### Action item
Note each line in the data below that holds "Jalan", and copy it.

### Exercise data
•••••

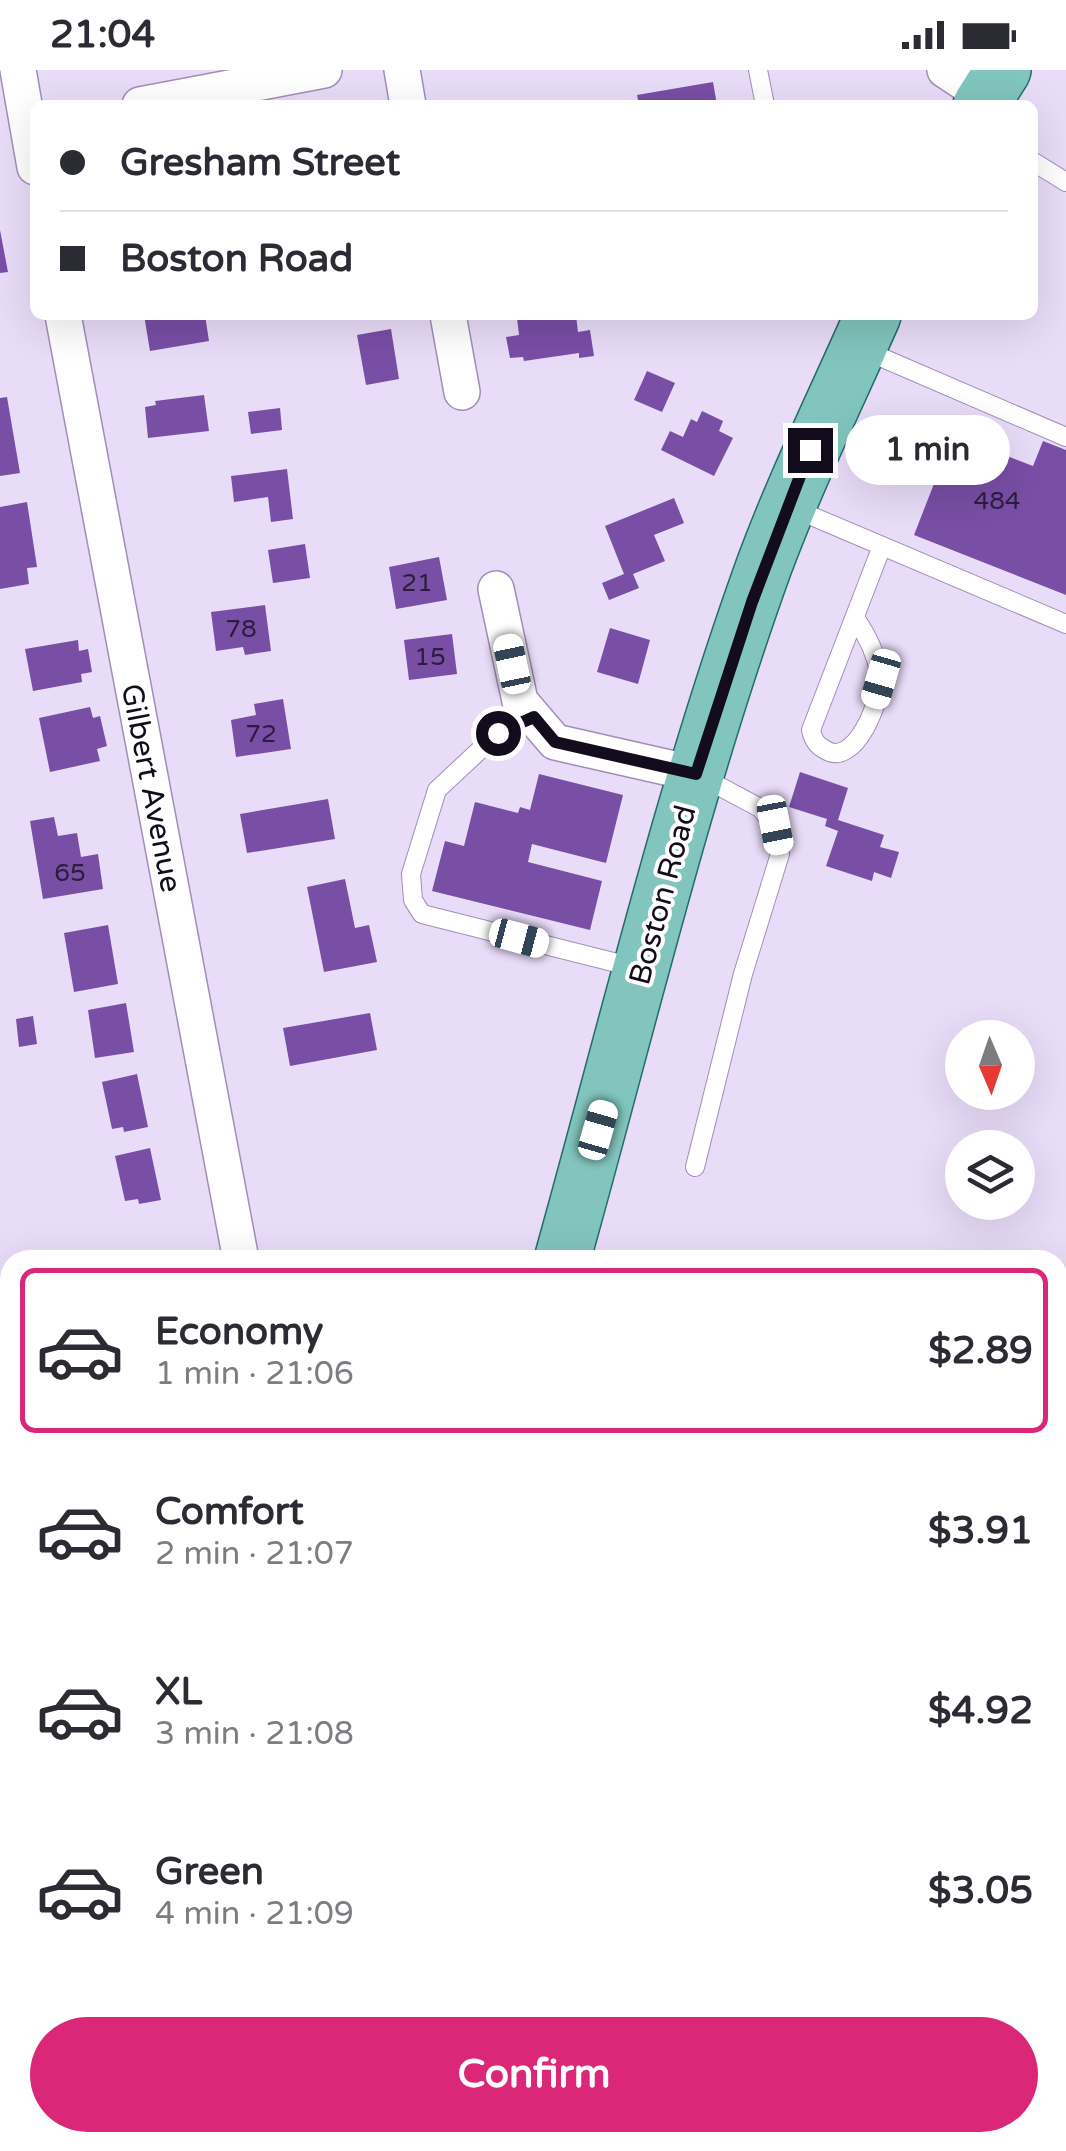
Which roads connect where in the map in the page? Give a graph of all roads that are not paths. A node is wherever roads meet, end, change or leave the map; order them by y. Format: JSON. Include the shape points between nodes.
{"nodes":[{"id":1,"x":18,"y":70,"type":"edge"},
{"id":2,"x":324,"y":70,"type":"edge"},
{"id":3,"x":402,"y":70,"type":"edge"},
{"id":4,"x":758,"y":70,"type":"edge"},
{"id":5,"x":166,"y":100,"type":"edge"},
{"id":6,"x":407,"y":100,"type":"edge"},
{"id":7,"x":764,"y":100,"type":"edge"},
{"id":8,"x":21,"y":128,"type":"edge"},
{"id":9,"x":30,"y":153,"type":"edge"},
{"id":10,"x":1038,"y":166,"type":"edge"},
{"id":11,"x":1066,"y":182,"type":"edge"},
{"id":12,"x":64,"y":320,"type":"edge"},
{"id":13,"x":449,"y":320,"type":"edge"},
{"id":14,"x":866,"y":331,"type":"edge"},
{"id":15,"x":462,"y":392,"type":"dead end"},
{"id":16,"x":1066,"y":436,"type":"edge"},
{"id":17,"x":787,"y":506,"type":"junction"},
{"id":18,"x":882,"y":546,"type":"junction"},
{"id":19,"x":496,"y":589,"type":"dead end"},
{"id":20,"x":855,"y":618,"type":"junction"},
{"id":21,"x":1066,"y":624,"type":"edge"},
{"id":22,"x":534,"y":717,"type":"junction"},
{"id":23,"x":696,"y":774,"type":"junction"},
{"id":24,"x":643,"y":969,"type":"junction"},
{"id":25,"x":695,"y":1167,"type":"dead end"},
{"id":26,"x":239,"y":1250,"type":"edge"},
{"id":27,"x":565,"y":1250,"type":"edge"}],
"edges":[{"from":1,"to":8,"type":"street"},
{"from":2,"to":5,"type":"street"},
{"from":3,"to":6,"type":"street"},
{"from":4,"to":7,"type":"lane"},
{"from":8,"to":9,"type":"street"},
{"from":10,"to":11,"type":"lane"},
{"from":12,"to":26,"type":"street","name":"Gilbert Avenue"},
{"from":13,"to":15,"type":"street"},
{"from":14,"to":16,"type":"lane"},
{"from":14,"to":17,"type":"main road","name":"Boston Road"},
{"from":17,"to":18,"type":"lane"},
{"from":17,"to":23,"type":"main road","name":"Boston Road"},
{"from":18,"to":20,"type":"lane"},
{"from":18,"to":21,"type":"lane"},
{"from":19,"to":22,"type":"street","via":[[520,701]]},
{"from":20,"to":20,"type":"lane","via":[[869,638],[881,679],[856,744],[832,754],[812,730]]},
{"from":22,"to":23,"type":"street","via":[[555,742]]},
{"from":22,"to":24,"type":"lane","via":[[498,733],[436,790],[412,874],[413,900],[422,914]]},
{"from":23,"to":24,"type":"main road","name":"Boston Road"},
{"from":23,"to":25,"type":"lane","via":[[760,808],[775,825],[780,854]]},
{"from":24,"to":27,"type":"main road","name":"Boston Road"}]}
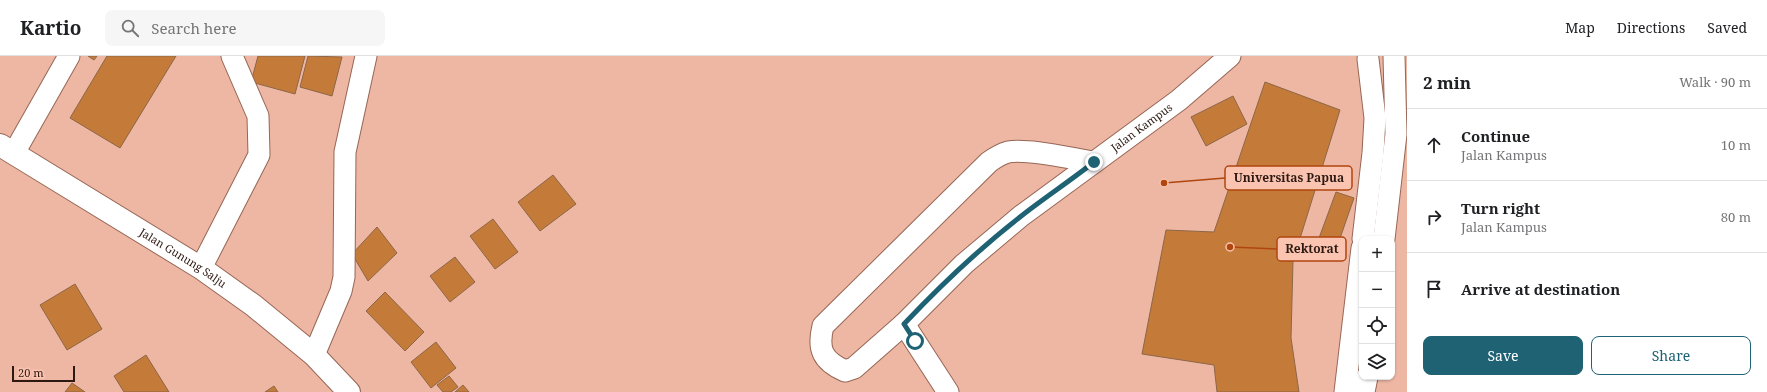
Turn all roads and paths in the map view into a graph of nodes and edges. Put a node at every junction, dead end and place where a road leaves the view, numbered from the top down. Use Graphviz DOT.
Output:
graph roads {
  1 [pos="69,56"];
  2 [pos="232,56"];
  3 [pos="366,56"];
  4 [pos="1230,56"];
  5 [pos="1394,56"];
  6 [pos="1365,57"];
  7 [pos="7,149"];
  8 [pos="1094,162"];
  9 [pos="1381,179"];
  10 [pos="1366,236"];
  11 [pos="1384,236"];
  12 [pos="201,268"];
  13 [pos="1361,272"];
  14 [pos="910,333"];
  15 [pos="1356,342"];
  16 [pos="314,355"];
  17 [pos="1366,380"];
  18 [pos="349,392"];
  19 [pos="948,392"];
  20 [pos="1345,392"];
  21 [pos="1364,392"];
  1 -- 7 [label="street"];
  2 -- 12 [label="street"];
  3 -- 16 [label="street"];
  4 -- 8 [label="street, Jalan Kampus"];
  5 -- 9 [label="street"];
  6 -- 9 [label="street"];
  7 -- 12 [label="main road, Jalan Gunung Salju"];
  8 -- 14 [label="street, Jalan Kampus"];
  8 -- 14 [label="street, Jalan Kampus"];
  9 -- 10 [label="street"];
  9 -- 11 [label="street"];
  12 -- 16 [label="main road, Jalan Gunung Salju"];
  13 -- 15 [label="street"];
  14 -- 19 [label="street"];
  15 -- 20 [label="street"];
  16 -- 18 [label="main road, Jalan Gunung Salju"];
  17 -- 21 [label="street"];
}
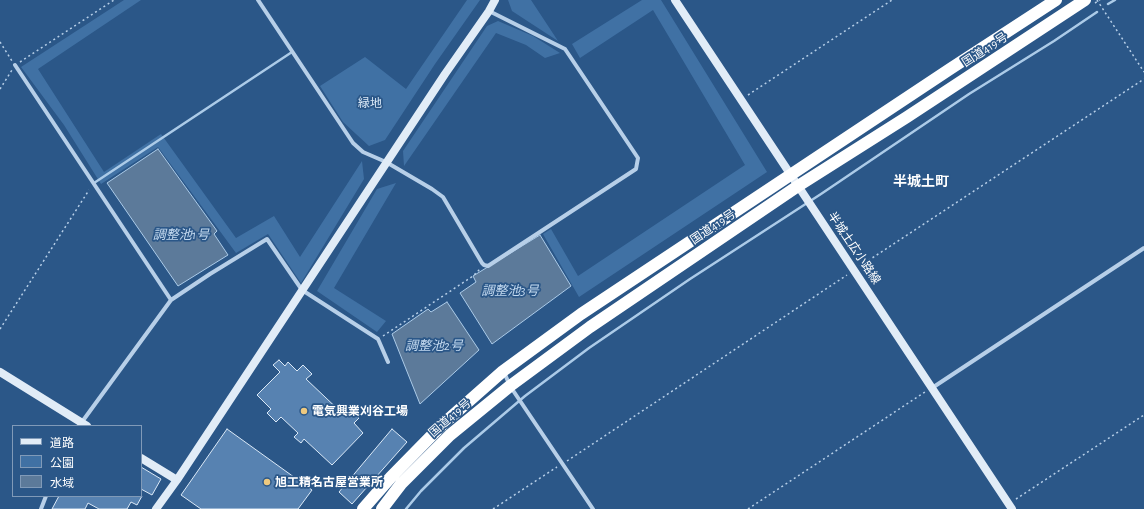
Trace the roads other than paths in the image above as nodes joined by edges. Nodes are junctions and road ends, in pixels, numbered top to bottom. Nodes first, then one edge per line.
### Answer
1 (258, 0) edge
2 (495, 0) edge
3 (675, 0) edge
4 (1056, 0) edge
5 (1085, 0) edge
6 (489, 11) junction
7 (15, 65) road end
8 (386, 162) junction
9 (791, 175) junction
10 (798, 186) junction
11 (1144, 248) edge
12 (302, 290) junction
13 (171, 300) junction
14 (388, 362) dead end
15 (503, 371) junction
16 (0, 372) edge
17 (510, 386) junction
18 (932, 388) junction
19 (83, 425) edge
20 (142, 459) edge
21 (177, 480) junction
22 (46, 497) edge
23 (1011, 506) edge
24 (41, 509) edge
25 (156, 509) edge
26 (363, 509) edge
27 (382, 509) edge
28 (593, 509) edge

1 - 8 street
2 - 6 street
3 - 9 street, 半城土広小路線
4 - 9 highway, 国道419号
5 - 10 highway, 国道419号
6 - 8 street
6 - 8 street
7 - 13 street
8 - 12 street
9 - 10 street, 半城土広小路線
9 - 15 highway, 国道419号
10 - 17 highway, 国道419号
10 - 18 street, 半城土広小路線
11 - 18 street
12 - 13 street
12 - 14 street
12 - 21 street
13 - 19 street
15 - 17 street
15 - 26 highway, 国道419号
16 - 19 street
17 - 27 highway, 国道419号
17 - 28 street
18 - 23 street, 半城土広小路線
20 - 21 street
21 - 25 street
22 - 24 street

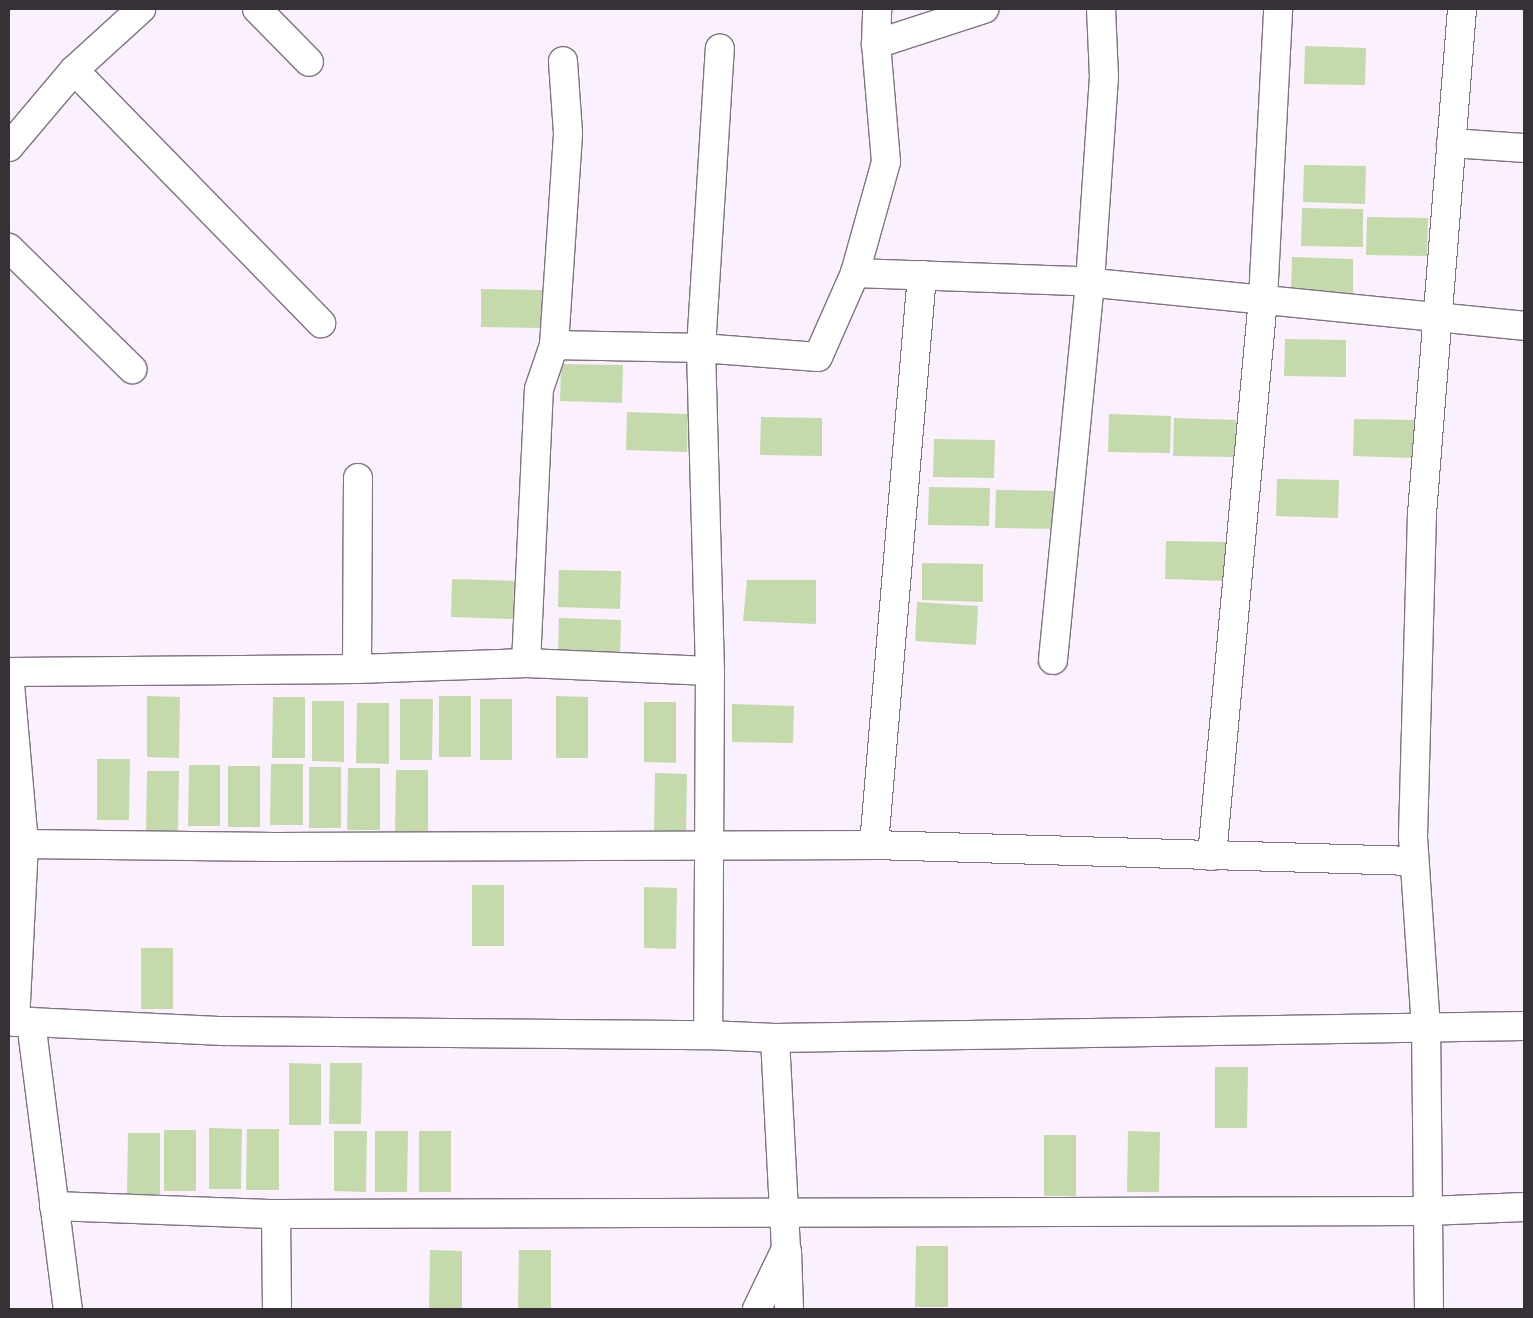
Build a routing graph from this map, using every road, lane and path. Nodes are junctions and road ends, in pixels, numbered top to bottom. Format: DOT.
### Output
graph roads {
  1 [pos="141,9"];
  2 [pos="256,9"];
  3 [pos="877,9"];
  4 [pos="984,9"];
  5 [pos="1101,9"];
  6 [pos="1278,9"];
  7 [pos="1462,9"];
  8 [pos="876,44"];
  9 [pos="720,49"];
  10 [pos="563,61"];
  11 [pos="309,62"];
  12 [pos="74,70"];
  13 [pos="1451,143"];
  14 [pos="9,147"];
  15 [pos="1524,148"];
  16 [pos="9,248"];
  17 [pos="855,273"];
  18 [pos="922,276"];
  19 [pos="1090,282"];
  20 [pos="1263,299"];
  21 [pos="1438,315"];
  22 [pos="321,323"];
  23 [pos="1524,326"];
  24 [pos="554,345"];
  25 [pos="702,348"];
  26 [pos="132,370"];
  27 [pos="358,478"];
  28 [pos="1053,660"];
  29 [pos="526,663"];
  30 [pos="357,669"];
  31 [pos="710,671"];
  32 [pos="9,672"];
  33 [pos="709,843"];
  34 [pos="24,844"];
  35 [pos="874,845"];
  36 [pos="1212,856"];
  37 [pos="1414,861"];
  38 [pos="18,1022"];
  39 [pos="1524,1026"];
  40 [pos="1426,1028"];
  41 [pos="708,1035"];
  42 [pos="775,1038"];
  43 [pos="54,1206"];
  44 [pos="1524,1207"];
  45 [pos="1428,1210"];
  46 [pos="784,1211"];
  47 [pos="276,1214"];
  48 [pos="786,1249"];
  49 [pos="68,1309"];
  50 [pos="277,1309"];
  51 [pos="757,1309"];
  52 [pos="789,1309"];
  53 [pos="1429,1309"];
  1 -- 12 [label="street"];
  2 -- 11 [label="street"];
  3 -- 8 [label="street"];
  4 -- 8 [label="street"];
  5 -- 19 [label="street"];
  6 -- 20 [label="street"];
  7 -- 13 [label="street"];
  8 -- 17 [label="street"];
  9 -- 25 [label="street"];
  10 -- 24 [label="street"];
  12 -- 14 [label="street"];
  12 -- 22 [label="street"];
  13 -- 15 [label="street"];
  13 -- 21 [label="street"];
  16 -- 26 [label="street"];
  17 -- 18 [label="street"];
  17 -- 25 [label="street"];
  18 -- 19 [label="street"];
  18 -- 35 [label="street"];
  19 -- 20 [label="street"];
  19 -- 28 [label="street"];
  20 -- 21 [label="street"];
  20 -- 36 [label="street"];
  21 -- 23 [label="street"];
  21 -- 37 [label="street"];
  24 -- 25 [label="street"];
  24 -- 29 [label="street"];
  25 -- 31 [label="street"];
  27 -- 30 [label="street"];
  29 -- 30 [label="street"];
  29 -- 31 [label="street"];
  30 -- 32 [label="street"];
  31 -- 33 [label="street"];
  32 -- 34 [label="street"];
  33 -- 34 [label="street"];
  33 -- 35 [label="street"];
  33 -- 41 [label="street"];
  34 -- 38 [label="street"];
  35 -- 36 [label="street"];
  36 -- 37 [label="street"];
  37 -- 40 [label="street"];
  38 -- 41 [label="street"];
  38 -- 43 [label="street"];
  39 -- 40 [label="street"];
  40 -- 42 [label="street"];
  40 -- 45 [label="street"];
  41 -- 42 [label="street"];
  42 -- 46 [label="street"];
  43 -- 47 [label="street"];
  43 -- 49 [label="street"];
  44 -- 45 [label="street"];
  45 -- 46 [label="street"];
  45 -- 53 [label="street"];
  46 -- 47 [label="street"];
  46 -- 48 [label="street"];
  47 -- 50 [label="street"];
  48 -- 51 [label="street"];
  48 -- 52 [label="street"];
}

•••••

### The answer
  4 -- 8 [label="street, Jalan Kampus"];
  7 -- 12 [label="main road, Jalan Gunung Salju"];
  8 -- 14 [label="street, Jalan Kampus"];
  8 -- 14 [label="street, Jalan Kampus"];
  12 -- 16 [label="main road, Jalan Gunung Salju"];
  16 -- 18 [label="main road, Jalan Gunung Salju"];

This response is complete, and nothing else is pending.